Zu Helden sind sie geworden, als ein Sturm ihre in einem ehemaligen Gefängnis eingerichtete Schule weggeblasen hat. Bei der Evakuierung wurde die Klasse im Keller – dort befindet sich der Turnsaal – vergessen. Nach dem Zusammenbrechen des Gebäudes, bei dem wie durch ein Wunder die Tür zum Turnsaal frei blieb, haben sich die vier kurzbehost und im T-Shirt durch den Schneesturm gekämpft und den Rest der Klasse und die beiden Lehrer auf abenteuerliche Weise gerettet. Jetzt erzählt jeder der Gang aus seiner Sicht die Geschichte, die sie zu Helden gemacht hat. So zeigen sich nicht nur die unterschiedlichen Charaktere, die vier erzählen auch noch einige andere aberwitzige und wahrlich heldenhafte Geschichten.

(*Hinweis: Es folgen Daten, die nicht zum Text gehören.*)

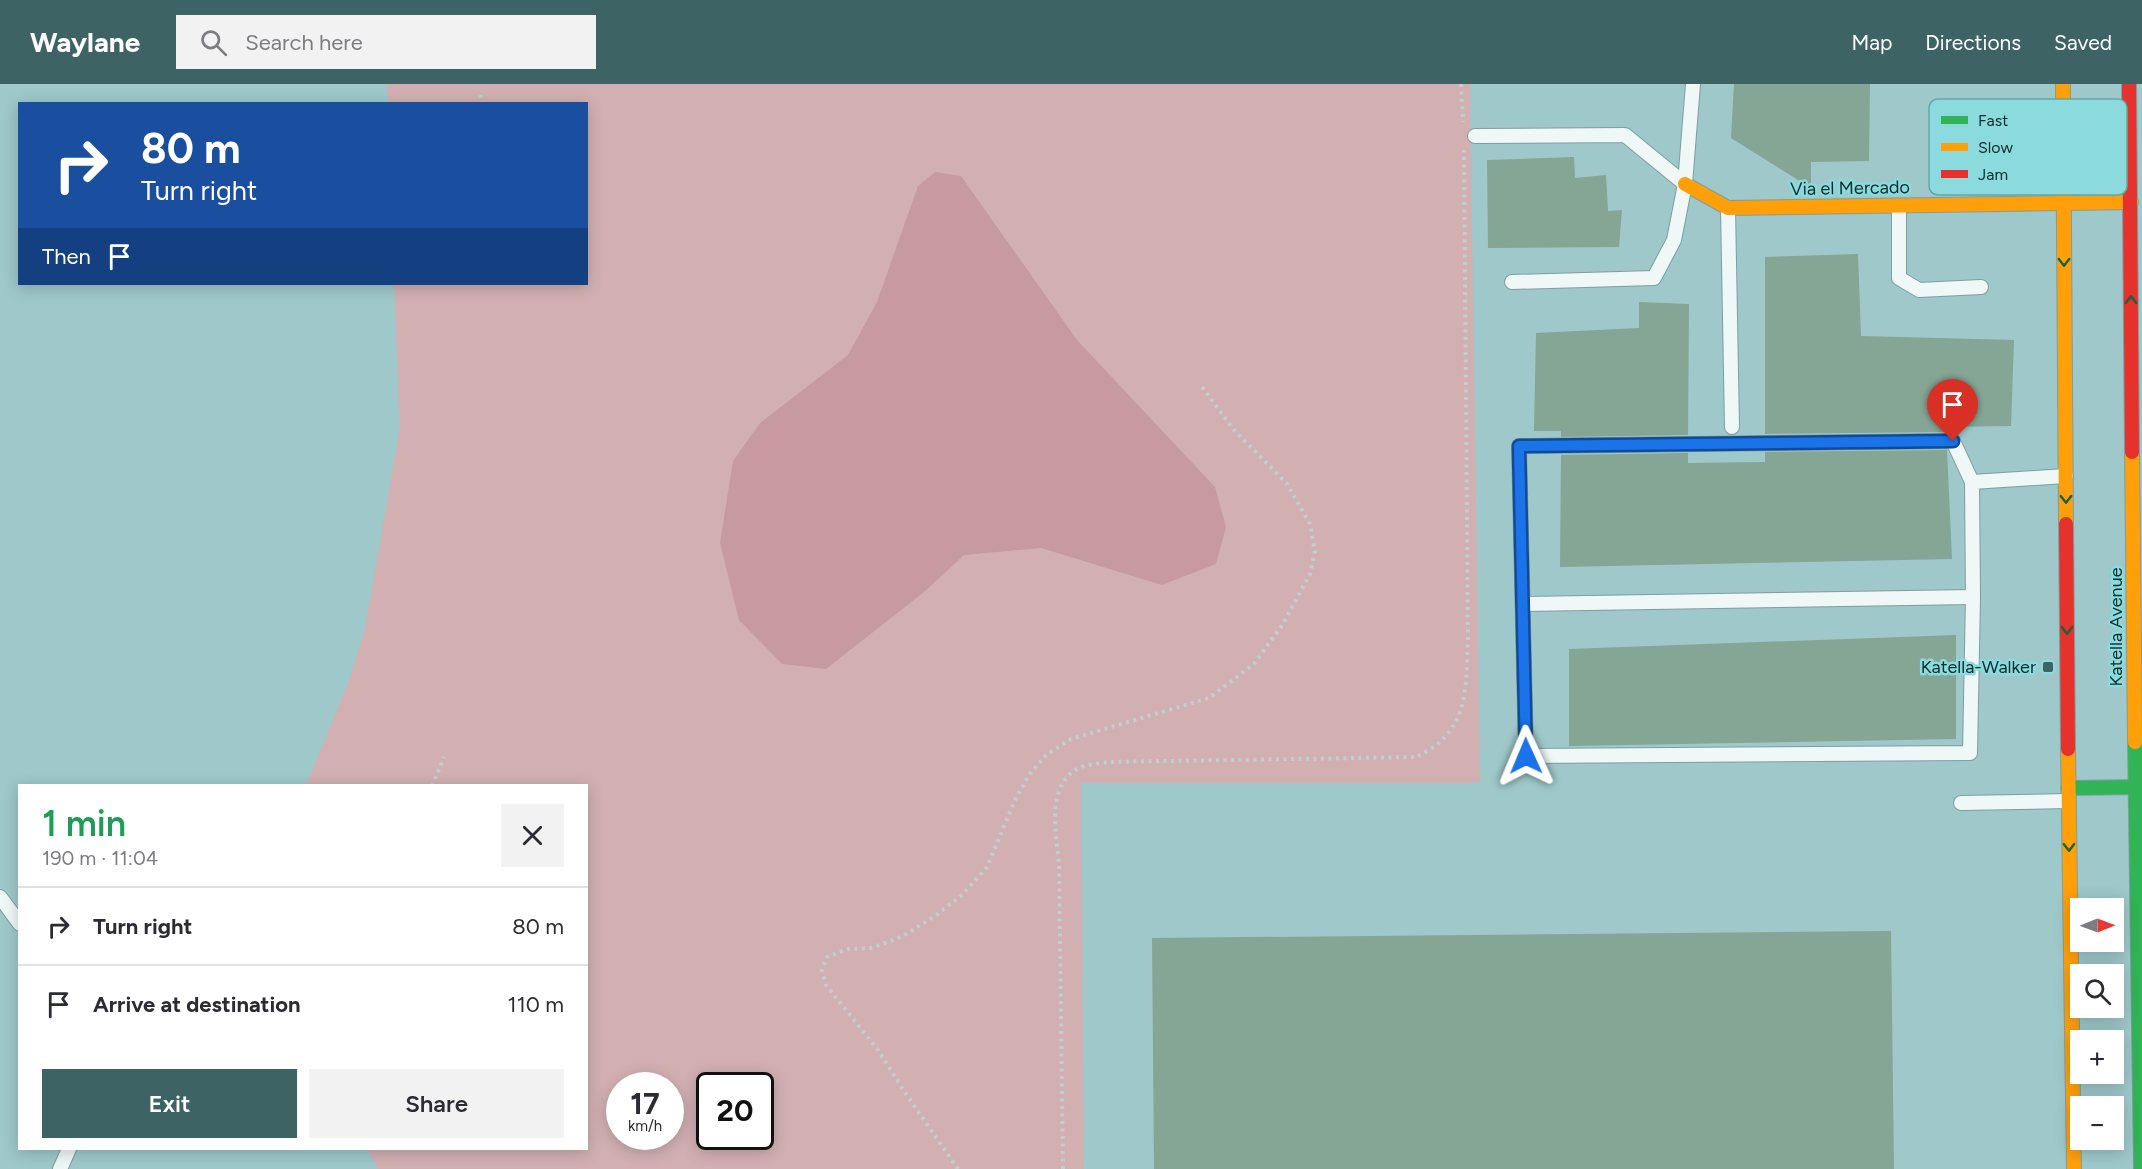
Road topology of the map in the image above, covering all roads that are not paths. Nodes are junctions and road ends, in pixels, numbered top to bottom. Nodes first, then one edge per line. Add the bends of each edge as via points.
1 (1693, 84) edge
2 (2063, 84) edge
3 (2129, 84) edge
4 (2063, 99) edge
5 (1475, 136) dead end
6 (1684, 184) junction
7 (2064, 195) edge
8 (2131, 202) junction
9 (2064, 203) junction
10 (1899, 206) junction
11 (1728, 208) junction
12 (1512, 282) dead end
13 (1981, 287) dead end
14 (2137, 401) edge
15 (1732, 427) dead end
16 (2066, 476) junction
17 (1972, 482) junction
18 (1973, 597) junction
19 (1523, 604) junction
20 (2139, 787) edge
21 (2068, 795) junction
22 (1961, 803) dead end
23 (0, 897) edge
24 (18, 921) edge
25 (69, 1150) edge
26 (60, 1169) edge
27 (2074, 1169) edge
28 (2141, 1169) edge

1 - 6 lane
2 - 4 main road
3 - 8 main road, Katella Avenue
5 - 6 lane via 1625,135
6 - 11 main road, Via el Mercado
6 - 12 lane via 1674,240 1654,278
7 - 9 main road
8 - 9 main road, Via el Mercado
14 -> 8 main road, Katella Avenue
9 - 10 main road, Via el Mercado
9 -> 16 main road
10 - 11 main road, Via el Mercado
10 - 13 lane via 1899,278 1919,290
11 - 15 lane
14 - 20 main road, Katella Avenue
16 - 17 lane
16 -> 21 main road
17 - 18 lane
17 - 19 lane via 1953,441 1519,446
18 - 19 lane
18 - 19 lane via 1970,753 1526,756
20 - 21 main road
20 - 28 main road, Katella Avenue
21 - 22 lane
21 -> 27 main road
23 - 24 lane
25 - 26 lane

Vom Bären im Wohnzimmer, dem sie auf wundersame Art entkommen sind, von der Frau, der sie bei der Entbindung assistiert haben (sie saß nach einem Unfall in der Schneeverwehung fest und die Kurzhosengang kam durch die eingeschlagene Heckscheibe ins Autofenster gekrochen), oder von den Geistern, die der verträumte Zement sehen kann und mit deren Hilfe sie einen Zug vor dem großen Unglück in letzter Sekunde stoppen konnten.

Und diese vier Jungs, mit all ihrem Witz und ihrer Chuzpe, gibt es – aber nur in diesem Buch. Denn Andreas Steinhöfel, der vermeintliche Übersetzer, hat nicht nur die Figuren und ihre Abenteuer erfunden, sondern die ganze, angeblich wahre Geschichte. Denn nach und nach wird einem klar, dass es weder die Autoren (bewundernswert, es scheint tatsächlich niemanden mit diesen Namen zu geben), noch den Originalverlag gibt. Und natürlich ist auch nie ein Buch mit dem Titel „The Mysterious Adventures of the Short Ones“, angeblich die kanadische Originalausgabe, erschienen. Alles, aber auch wirklich alles an diesem Werk, ist erstklassiger Fake – und daher nicht weniger als ein Gesamtkunstwerk: prächtig.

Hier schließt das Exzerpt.